▶ **Data for review**
★ ★ ★

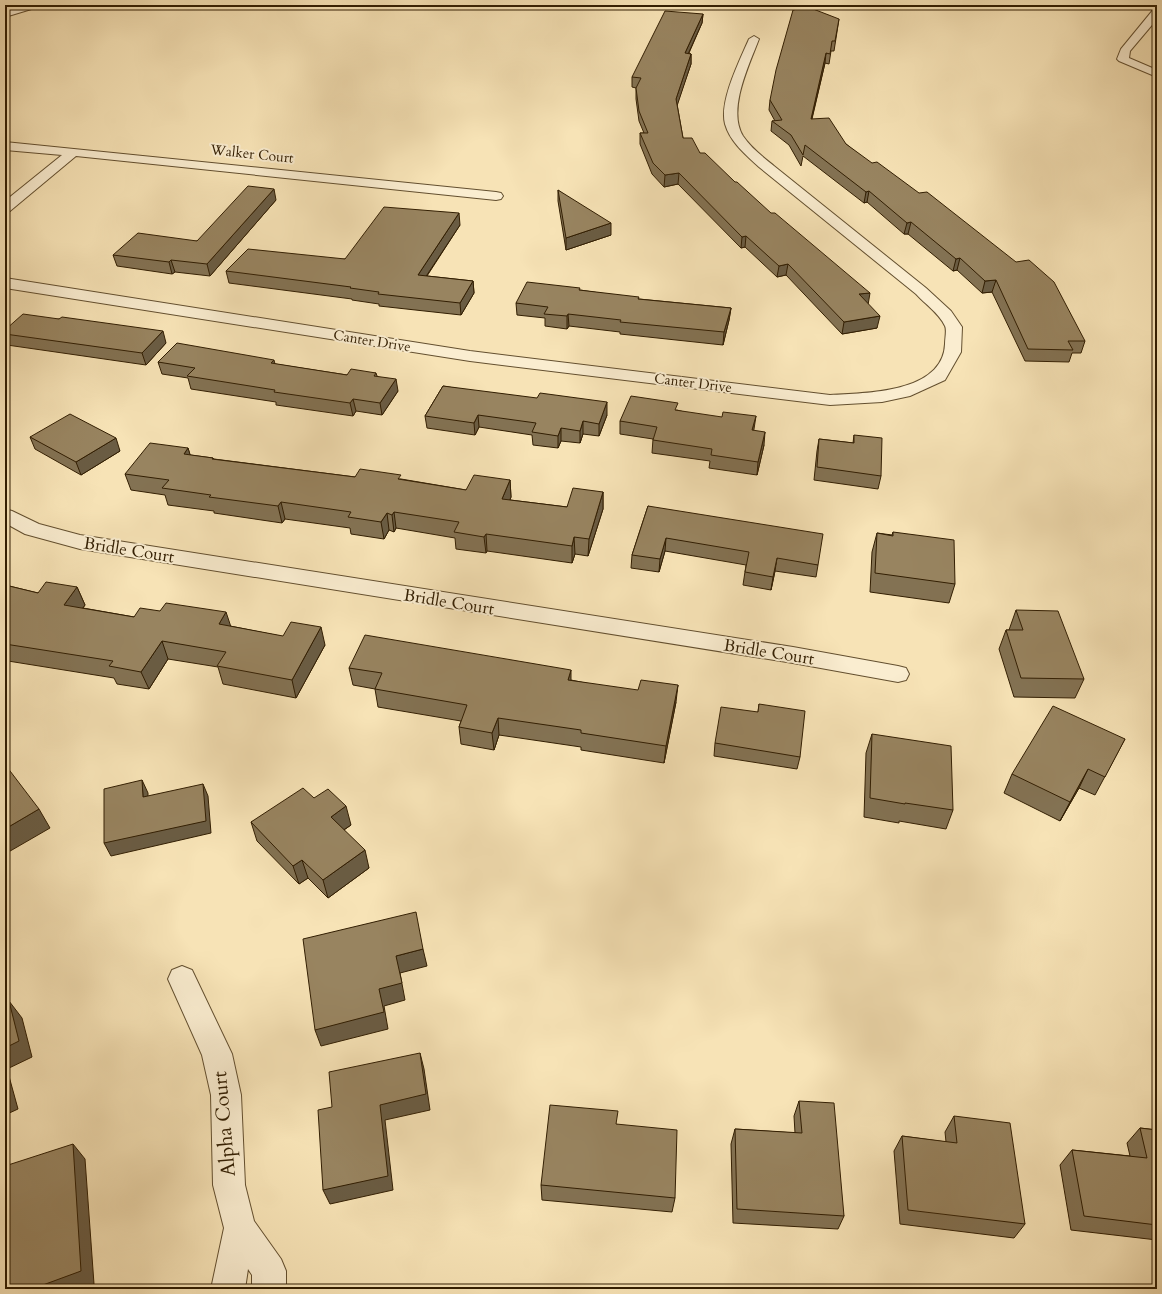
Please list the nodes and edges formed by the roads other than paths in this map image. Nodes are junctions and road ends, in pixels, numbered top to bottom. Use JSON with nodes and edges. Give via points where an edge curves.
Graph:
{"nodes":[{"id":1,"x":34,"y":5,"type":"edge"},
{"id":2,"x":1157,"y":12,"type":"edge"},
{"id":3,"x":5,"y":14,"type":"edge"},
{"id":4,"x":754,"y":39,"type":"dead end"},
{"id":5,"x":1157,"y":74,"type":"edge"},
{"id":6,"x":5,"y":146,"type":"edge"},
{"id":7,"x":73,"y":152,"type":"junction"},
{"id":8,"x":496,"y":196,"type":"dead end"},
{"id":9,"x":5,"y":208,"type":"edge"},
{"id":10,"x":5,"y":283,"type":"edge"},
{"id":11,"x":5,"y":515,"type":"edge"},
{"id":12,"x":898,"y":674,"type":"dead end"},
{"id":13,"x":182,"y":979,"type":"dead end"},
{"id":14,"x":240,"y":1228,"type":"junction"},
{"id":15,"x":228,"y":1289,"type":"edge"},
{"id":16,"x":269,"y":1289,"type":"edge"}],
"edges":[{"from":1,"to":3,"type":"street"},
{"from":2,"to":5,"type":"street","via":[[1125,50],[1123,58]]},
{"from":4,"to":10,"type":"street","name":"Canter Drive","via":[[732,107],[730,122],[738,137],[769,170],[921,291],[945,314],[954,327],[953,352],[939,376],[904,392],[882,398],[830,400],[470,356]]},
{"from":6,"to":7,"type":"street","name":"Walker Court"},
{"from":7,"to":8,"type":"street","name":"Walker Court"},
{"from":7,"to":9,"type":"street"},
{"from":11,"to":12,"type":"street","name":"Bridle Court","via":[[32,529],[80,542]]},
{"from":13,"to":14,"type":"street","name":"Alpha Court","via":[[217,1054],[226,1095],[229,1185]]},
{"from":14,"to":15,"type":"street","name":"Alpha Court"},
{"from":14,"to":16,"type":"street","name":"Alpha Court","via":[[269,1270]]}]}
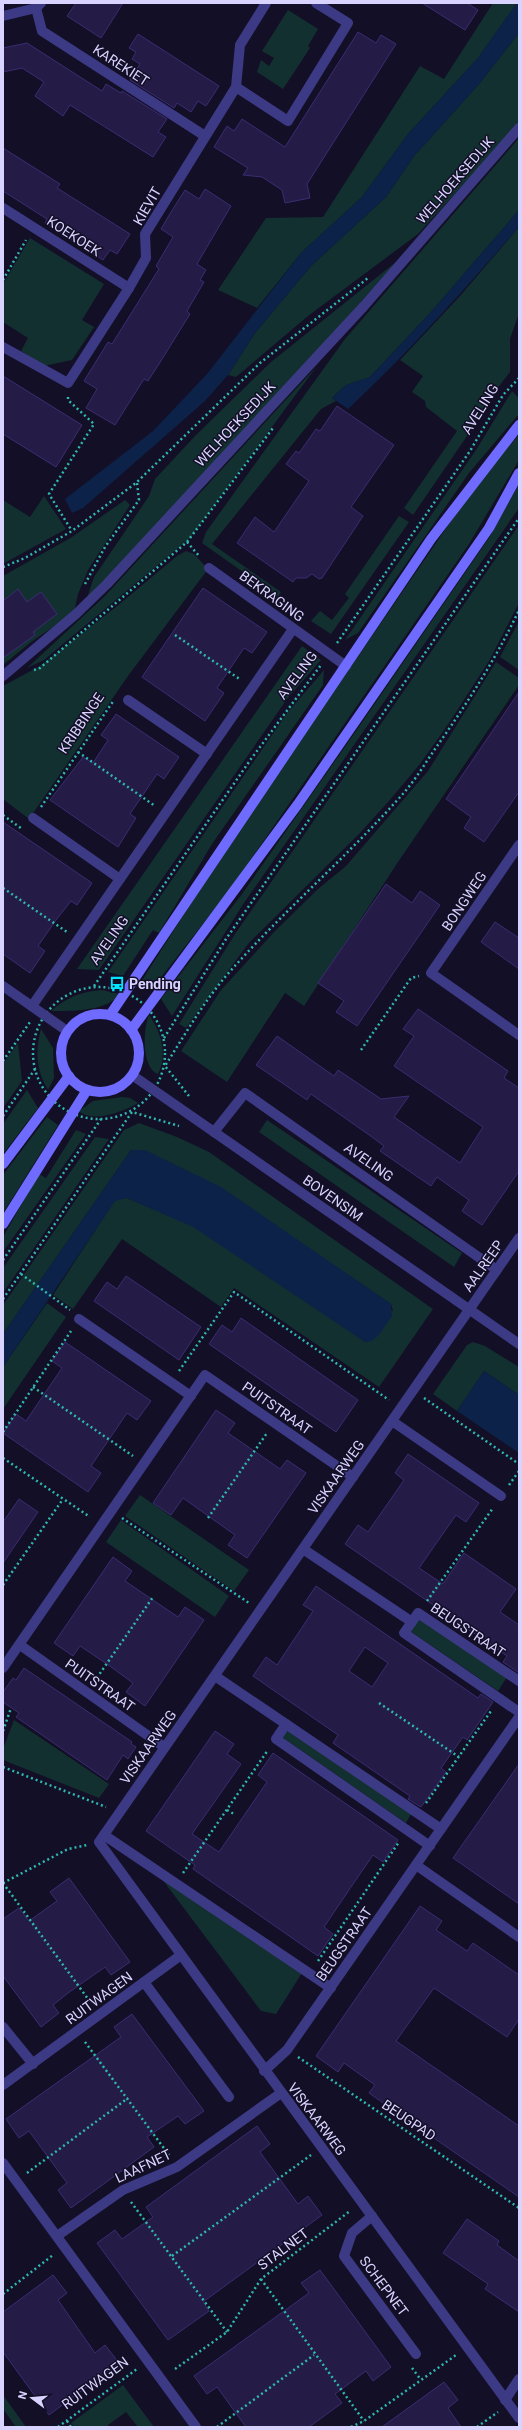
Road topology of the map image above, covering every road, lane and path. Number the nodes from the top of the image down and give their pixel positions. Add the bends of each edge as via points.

★ ★ ★

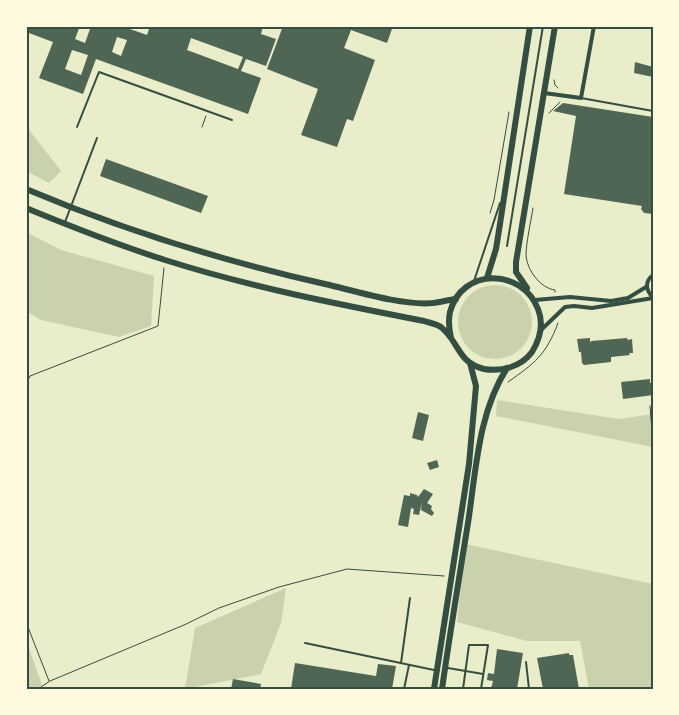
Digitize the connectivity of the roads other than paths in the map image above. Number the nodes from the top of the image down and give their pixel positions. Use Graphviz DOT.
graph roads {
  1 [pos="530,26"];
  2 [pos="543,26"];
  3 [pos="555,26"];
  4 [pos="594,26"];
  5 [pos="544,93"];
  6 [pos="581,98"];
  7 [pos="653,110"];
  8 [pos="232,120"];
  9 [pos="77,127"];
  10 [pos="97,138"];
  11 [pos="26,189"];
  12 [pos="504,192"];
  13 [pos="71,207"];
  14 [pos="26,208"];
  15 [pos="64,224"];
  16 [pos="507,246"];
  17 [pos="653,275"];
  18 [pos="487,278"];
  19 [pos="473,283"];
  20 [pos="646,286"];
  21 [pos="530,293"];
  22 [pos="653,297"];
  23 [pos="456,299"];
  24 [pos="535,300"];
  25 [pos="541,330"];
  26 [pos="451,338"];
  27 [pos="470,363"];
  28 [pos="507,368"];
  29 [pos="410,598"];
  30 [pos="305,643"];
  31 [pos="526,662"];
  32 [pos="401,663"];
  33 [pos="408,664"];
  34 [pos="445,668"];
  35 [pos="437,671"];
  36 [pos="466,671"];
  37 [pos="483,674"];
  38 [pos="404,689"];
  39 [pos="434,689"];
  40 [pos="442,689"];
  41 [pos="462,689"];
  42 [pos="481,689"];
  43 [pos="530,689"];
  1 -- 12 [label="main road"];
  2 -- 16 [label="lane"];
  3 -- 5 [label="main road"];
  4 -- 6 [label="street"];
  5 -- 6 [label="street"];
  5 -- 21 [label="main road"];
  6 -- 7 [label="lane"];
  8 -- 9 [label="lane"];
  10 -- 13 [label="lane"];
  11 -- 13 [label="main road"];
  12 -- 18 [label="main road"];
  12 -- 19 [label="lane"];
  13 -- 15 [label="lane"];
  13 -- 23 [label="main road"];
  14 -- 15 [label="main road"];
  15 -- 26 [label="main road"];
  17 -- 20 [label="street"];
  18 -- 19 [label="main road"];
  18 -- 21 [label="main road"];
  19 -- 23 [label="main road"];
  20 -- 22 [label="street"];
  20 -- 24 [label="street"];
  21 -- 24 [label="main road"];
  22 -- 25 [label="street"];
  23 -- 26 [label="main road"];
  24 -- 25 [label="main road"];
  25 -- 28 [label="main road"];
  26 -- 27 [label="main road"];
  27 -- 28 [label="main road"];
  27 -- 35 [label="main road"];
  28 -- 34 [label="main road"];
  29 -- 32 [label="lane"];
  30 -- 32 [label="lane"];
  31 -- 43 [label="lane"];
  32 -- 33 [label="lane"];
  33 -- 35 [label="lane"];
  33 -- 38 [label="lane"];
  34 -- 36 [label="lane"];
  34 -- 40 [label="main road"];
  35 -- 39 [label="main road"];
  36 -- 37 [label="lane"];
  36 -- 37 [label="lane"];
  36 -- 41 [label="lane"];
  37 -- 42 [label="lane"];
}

★ ★ ★

▶ **Instructions for the task**
Beginning with the line above that has "Please list the" and going on through the line that has "Road topology of", retype every line exactly and add nothing else; drop the pictures.

▶ **Problem solution**
Please list the nodes and edges formed by the roads other than paths in this map image. Nodes are junctions and road ends, in pixels, numbered top to bottom. Use JSON with nodes and edges. Give via points where an edge curves.
Graph:
{"nodes":[{"id":1,"x":34,"y":5,"type":"edge"},
{"id":2,"x":1157,"y":12,"type":"edge"},
{"id":3,"x":5,"y":14,"type":"edge"},
{"id":4,"x":754,"y":39,"type":"dead end"},
{"id":5,"x":1157,"y":74,"type":"edge"},
{"id":6,"x":5,"y":146,"type":"edge"},
{"id":7,"x":73,"y":152,"type":"junction"},
{"id":8,"x":496,"y":196,"type":"dead end"},
{"id":9,"x":5,"y":208,"type":"edge"},
{"id":10,"x":5,"y":283,"type":"edge"},
{"id":11,"x":5,"y":515,"type":"edge"},
{"id":12,"x":898,"y":674,"type":"dead end"},
{"id":13,"x":182,"y":979,"type":"dead end"},
{"id":14,"x":240,"y":1228,"type":"junction"},
{"id":15,"x":228,"y":1289,"type":"edge"},
{"id":16,"x":269,"y":1289,"type":"edge"}],
"edges":[{"from":1,"to":3,"type":"street"},
{"from":2,"to":5,"type":"street","via":[[1125,50],[1123,58]]},
{"from":4,"to":10,"type":"street","name":"Canter Drive","via":[[732,107],[730,122],[738,137],[769,170],[921,291],[945,314],[954,327],[953,352],[939,376],[904,392],[882,398],[830,400],[470,356]]},
{"from":6,"to":7,"type":"street","name":"Walker Court"},
{"from":7,"to":8,"type":"street","name":"Walker Court"},
{"from":7,"to":9,"type":"street"},
{"from":11,"to":12,"type":"street","name":"Bridle Court","via":[[32,529],[80,542]]},
{"from":13,"to":14,"type":"street","name":"Alpha Court","via":[[217,1054],[226,1095],[229,1185]]},
{"from":14,"to":15,"type":"street","name":"Alpha Court"},
{"from":14,"to":16,"type":"street","name":"Alpha Court","via":[[269,1270]]}]}
Road topology of the map image above, covering every road, lane and path. Number the nodes from the top of the image down and give their pixel positions. Add the bends of each edge as via points.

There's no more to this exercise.